Concernant le dysfonctionnement de l’organe, elle compare les États-Unis et la Suisse à la France et la manière dont ces trois pays choisissent les juges de la plus haute instance. Bien que l’idée de fond soit de comparer la manière d’attribuer la fonction judiciaire avec la plus haute responsabilité dans différentes traditions politiques et juridiques, la comparaison ne semble pas appropriée : la Cour suprême américaine et le Tribunal

fédéral ne remettent pas en question le pouvoir du législateur mais confirment ou

infirment si un acte ou une décision est conforme à la volonté du constituant. Passons cela, elle souligne qu’aux États-Unis et en Suisse, sans que cela soit écrit, on élit des juges suprêmes ou fédéraux ayant eu une carrière de juristes voire de juges, de sorte qu’indépendamment des enjeux politiques ce sont tout de même des personnes expérimentées ou suffisamment qualifiées. Alors qu’en France… Eh bien en France, il a été établi selon le principe de pluralisme qu’il est préférable d’avoir une diversité entre juristes et non-juristes parmi les membres du Conseil constitutionnel, cependant, il n’y a actuellement aucun juriste expérimenté. Elle cite notamment une anecdote effroyable d’un ancien Premier ministre invoquant le droit à l’oubli à propos de ses connaissances en droit constitutionnel et qui, tentant de se rattraper, dévoile à chaque lettre un peu plus son incompétence sidérale.

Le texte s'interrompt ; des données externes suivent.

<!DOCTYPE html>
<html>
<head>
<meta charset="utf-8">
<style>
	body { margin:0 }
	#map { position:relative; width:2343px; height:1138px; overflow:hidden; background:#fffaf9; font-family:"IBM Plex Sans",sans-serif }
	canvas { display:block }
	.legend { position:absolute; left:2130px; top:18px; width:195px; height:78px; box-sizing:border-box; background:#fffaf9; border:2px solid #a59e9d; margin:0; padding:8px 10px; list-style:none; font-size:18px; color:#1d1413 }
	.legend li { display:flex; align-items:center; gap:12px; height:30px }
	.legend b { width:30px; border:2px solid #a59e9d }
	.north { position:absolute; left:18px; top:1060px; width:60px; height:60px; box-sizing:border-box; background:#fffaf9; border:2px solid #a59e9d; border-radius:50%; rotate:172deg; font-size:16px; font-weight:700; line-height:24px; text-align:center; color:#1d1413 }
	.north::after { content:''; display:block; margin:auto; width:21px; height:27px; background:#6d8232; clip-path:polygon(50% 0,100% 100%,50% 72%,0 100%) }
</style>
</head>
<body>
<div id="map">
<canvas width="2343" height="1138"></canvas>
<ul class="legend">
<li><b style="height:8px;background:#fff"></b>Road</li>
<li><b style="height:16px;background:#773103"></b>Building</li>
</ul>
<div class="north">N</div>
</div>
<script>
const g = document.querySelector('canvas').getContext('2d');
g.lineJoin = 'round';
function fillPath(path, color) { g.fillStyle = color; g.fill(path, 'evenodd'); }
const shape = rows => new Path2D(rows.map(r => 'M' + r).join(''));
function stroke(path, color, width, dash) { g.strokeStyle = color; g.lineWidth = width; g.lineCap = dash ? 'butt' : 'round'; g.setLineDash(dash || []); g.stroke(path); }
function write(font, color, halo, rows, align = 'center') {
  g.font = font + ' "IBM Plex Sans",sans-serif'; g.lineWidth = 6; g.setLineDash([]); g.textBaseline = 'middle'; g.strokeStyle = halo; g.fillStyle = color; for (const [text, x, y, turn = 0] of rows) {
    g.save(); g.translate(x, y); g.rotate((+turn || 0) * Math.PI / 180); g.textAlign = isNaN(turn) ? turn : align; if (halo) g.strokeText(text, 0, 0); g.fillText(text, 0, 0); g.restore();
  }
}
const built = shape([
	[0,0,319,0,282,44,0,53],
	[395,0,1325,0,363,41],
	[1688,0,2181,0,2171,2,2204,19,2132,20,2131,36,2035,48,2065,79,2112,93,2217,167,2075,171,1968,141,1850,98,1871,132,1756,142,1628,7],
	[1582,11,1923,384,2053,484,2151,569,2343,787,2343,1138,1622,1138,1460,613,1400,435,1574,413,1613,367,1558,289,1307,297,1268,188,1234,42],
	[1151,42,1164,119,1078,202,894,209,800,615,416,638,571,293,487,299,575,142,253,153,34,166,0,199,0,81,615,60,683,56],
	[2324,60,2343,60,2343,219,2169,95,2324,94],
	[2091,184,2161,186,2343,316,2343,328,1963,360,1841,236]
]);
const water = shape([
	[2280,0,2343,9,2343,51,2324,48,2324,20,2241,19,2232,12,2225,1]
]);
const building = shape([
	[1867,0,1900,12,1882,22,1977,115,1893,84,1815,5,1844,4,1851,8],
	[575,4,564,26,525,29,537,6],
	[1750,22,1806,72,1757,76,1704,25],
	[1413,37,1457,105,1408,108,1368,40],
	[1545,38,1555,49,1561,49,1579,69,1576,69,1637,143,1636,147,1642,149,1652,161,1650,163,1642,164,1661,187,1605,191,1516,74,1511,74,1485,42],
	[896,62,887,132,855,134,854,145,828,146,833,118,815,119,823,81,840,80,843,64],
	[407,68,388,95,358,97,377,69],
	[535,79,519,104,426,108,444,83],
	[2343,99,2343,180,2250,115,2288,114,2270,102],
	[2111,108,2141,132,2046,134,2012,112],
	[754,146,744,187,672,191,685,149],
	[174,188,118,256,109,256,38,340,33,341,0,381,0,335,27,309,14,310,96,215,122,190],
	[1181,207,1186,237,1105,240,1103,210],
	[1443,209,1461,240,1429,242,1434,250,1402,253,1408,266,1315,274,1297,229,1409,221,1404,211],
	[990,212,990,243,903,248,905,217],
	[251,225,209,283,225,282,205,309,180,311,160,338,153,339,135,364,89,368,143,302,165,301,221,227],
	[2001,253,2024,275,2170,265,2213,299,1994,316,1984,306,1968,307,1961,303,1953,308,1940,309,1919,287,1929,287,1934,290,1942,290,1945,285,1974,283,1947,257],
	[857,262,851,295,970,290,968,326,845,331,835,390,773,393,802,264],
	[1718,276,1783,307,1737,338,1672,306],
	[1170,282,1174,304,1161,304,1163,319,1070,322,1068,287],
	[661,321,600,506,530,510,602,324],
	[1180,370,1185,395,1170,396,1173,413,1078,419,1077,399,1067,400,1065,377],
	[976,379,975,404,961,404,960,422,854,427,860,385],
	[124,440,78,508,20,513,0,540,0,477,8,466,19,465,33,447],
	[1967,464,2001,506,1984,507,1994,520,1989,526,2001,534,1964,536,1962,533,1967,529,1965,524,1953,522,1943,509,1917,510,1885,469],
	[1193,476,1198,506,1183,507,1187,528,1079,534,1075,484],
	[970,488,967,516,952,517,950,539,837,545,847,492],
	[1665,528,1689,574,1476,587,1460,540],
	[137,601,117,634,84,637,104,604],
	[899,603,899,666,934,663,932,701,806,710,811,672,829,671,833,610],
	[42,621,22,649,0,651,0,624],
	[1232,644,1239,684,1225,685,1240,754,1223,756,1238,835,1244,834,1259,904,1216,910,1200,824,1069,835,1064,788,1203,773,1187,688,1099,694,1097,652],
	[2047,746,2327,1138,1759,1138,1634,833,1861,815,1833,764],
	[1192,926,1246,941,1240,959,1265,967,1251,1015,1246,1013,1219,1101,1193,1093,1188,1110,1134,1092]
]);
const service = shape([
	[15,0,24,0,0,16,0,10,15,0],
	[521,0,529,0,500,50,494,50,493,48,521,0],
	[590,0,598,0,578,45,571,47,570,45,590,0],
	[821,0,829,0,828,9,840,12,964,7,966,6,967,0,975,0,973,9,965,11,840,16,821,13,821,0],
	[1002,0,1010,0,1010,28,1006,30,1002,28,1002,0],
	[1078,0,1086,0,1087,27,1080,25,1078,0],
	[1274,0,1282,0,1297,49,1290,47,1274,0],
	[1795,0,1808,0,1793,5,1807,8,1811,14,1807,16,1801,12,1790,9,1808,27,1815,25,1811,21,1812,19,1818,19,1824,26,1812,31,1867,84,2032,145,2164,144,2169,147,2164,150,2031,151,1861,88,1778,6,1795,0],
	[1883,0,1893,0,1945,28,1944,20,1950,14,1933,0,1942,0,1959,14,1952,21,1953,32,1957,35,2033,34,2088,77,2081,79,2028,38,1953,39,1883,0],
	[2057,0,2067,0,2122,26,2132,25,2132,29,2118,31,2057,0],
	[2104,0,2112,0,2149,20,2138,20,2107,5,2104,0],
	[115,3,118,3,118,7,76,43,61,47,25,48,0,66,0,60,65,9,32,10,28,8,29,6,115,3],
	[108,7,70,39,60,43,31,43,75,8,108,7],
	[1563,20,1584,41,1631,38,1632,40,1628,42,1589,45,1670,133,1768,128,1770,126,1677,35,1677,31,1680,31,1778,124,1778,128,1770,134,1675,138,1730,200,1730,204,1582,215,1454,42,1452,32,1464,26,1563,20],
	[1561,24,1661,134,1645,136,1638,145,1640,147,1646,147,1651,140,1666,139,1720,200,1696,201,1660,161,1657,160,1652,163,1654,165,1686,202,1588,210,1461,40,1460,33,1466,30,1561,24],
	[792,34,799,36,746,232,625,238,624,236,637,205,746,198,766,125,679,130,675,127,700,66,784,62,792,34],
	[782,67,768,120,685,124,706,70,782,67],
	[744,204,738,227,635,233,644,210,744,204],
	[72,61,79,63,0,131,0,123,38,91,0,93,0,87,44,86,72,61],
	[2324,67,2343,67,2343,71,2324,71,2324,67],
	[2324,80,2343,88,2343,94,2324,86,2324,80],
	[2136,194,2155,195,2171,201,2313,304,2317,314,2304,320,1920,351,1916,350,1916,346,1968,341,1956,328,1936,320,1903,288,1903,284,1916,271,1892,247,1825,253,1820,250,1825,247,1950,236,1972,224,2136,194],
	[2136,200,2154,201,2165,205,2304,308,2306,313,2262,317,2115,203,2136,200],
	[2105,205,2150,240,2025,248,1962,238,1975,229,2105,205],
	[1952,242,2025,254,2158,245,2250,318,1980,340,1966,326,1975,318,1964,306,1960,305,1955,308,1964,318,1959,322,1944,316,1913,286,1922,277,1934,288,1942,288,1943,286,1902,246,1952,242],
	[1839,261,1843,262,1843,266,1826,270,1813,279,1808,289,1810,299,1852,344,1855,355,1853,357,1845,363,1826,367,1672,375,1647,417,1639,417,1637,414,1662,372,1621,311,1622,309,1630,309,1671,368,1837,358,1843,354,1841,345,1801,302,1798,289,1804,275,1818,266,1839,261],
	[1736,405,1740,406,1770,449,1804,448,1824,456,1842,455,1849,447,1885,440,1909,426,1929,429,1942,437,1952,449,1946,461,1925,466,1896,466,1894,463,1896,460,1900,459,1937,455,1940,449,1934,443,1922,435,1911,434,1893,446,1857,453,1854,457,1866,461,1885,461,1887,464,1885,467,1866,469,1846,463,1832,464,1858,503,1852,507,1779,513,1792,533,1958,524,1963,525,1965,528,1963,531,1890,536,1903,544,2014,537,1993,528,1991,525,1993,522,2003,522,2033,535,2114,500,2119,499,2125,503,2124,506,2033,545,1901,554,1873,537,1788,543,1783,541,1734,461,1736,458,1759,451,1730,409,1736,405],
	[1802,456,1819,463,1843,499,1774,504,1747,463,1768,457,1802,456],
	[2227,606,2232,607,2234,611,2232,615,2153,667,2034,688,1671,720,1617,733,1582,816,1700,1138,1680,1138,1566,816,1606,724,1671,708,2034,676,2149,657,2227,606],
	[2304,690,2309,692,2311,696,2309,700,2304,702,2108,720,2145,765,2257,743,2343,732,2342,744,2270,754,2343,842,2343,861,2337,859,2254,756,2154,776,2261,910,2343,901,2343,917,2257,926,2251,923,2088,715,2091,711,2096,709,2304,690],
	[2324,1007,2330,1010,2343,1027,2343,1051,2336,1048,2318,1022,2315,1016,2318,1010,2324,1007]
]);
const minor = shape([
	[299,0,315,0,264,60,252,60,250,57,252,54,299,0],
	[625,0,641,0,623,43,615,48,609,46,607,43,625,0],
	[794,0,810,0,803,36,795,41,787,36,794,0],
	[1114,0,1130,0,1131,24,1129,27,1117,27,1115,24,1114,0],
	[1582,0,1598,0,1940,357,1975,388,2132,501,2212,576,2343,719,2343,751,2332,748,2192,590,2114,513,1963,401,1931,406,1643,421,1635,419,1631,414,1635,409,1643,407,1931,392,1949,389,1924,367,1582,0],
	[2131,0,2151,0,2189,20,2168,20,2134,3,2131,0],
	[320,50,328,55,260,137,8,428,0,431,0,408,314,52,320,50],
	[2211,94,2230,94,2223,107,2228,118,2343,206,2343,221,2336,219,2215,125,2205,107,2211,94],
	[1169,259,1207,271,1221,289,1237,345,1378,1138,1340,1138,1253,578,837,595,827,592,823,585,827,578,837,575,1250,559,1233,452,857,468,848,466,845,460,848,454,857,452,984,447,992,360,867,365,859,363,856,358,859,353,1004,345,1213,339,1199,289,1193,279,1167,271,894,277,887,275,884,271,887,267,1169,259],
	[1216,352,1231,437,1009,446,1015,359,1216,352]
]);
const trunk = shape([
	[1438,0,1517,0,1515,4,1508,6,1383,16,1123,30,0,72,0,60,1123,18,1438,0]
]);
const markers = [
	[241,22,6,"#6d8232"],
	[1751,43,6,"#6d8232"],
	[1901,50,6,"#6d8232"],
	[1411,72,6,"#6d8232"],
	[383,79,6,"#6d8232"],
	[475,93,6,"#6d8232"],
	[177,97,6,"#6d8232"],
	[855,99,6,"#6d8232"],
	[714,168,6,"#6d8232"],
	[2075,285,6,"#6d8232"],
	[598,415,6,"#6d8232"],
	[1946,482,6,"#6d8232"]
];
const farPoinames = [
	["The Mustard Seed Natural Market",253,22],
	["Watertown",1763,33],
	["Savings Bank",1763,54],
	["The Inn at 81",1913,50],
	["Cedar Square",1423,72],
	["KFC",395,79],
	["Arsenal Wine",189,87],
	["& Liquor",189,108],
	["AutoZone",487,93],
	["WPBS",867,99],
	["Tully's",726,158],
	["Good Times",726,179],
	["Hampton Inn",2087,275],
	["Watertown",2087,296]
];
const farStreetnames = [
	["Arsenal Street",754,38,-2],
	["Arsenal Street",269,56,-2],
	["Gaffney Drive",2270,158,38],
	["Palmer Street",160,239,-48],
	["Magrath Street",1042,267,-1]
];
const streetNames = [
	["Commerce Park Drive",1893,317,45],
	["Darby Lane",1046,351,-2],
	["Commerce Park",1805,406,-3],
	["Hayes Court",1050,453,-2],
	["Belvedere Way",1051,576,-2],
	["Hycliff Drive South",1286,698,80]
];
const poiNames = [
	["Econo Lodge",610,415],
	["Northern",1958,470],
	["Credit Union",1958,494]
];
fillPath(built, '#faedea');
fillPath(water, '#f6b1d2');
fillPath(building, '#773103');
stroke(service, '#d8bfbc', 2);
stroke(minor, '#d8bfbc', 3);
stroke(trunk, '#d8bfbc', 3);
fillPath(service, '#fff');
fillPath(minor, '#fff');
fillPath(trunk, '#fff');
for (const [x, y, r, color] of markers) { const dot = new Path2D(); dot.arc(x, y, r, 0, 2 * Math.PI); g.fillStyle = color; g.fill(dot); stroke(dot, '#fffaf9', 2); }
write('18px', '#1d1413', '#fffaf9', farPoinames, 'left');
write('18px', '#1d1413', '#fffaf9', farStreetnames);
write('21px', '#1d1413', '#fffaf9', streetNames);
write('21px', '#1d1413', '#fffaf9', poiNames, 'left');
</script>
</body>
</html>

L’autre principe attendu selon la doctrine est celui de l’indépendance, qui selon elle doit

comprendre à la fois l’indépendance statutaire, garantie par l’État, et à la fois la

disposition des conseillers à être indépendants. La première selon l’auteur n’existe pas,

aucun État ne prévoit de dispositions suffisamment rigoureuses pour garantir

l’indépendance des juges de leurs plus hautes instances : les mandats peuvent être trop

courts ou les dispositions peuvent manquer de moyen efficace pour récuser un juge s’il y

a un risque de conflit d’intérêt. La seconde concerne surtout les considérations que l’on

peut déduire individuellement de l’expérience du juge. Elle cite trois exemples français de défaillance systémique du droit à la récusation. Notamment celui de Jacqueline

Gourault, ancienne ministre de l’Intérieur, qui durant son mandat soutenait une loi

contenant une disposition interdisant aux associations créées au motif de la protection

de l’environnement depuis moins d’un an de se constituer partie plaignante pour

contester l’aménagement et la construction d’immeubles. Plusieurs associations ont

saisi le Conseil constitutionnel et ont demandé la censure de ces dispositions. C’est alors

que Jacqueline Gourault débarque au Conseil constitutionnel : elle est nommée membre

du Conseil et va se positionner contre la censure de ces dispositions, et le tout après que

le délai pour demander la récusation des conseillers se soit écoulé. Encore plus ridicule,

mais c’est un problème de notre temps, cette affaire a été soumise au contrôle du comité d’Aarhus, l’irrégularité de la procédure viole en effet les exigences d’impartialité et d’indépendance des autorités fixés par la convention d’Aarhus. C’est par le biais d’une

convention sur le climat que le gouvernement Français va peut-être être sanctionné pour

les carences du Conseil Constitutionnel.


Cette conférence montre une certaine dissonance entre les attentes sur lesquelles sont

fondées les institutions françaises et leur fonctionnement réel. Ce qui n’est pas une

grande surprise, mais cela nous fait apprécier un système comme le nôtre où la volonté

du constituant ne passe pas par d’innombrables degrés d’électivité. En effet l’approche

suisse et française en matière de contrôle de la constitutionnalité des lois n’ont rien à voir,

la première renvoie cette décision au peuple et la seconde la renvoie à un groupe de

personnes choisi par des groupes de personnes choisis par le peuple. Professeure

Laureline Fontaine a donc mis de côté l’aspect dit du « droit comparé » : l’ensemble de ce qui a été dit ne se rapporte qu’au système français, et ce qui relève de systèmes étrangers sert surtout à mettre à l’épreuve la justice constitutionnelle française.